At an elevation of 3998 feet, Tehachapi's Municipal Airport is known as the corridor to Northern and Southern California! Located at the southern end of the Sierra Nevada Mountains, Tehachapi is an ideal spot to stop not only to fuel, but to enjoy an old fashion mountain town with good food and great prices.

The Apple Shed Restaurant is an easy walk from the flight line. Originally the shed was used to pack and ship potatoes and potato seed. Thousands of tons of potatoes were shipped to the U.S. Navy during World War II. Later, certified Merion bluegrass seed was packed and shipped to growers all over the world.

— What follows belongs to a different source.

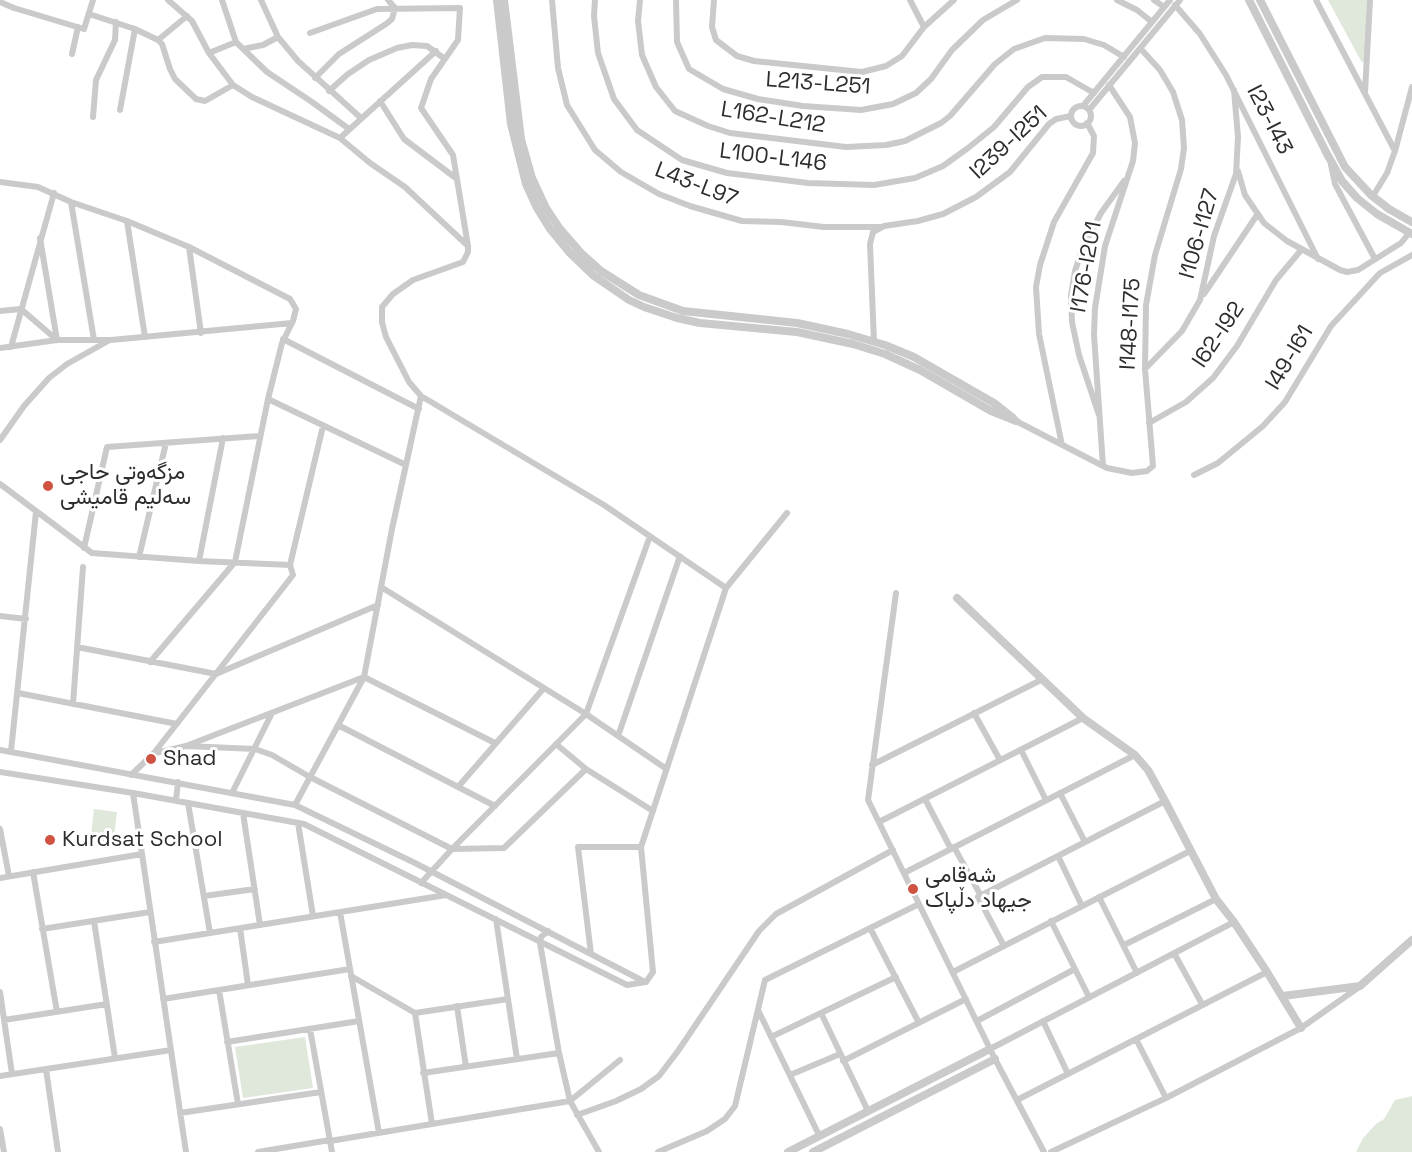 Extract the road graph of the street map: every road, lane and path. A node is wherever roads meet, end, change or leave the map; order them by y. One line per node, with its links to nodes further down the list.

Not Disneyland but Tehachapi has a few things to see and the maps placed around town make everything easy to find. The city has a rich railroad history with the Tehachapi Loop near by. The Tehachapi Loop is one of the few places in the world where a train passes over itself which is necessary to climb the grade.

Pictures from Tehachapi !
After landing walk to the fuel island where you will find this sign (these signs are all over town). Just west of the fuel island is the gate which leads to town. As you head out the gate walk south on the dirt path. Cross the RR tracks and turn right and you're on the main drag! You can follow the paved road but the walk is about 4 times as long.
The first business you'll see is the Apple Shed which is only about one half mile from the airport. As you can see in the picture this used to be a loading dock for trains.
The Apple Shed from the street. http://www.appleshedonline.com/
No town would be complete without......
The area around its east and south is also home to one of California's larger Wind farms, generating electricity. The turbines have been in place since the early 1980s and have been upgraded through the years. The original wind turbines were much smaller than the much taller and larger new version turbines now sited for use. They are easily seen from California State Route 58 and from Tehachapi-Willow Springs Road.
The biggest engineering challenge was an area just east of the current town of Keene. Here, the need for an increase of almost 80 feet elevation demanded a unusual solution. Engineer William Hood, in a 19th century example of out-of-the-box thinking, designed what has become one of the Seven Wonders of the Railroad World: the Tehachapi Loop.
This single track line, essentially unchanged, is still in constant use today, 122 years after its completion. It passes an average of 36 freight trains each day. This attests to the superior job of both engineering and construction done by the two civil engineers and the Chinese laborers.
The trackage from Caliente to the Tehachapi Pass was completed in July of 1876. As you can see in the aerial photo above, the tracks loop around a hill and cross over themselves, gaining (or losing) 77 feet of elevation in the process. Trains more than 4,000 feet long circle over themselves, a rare phenomenon that brings rail fans from all over the world to the Loop.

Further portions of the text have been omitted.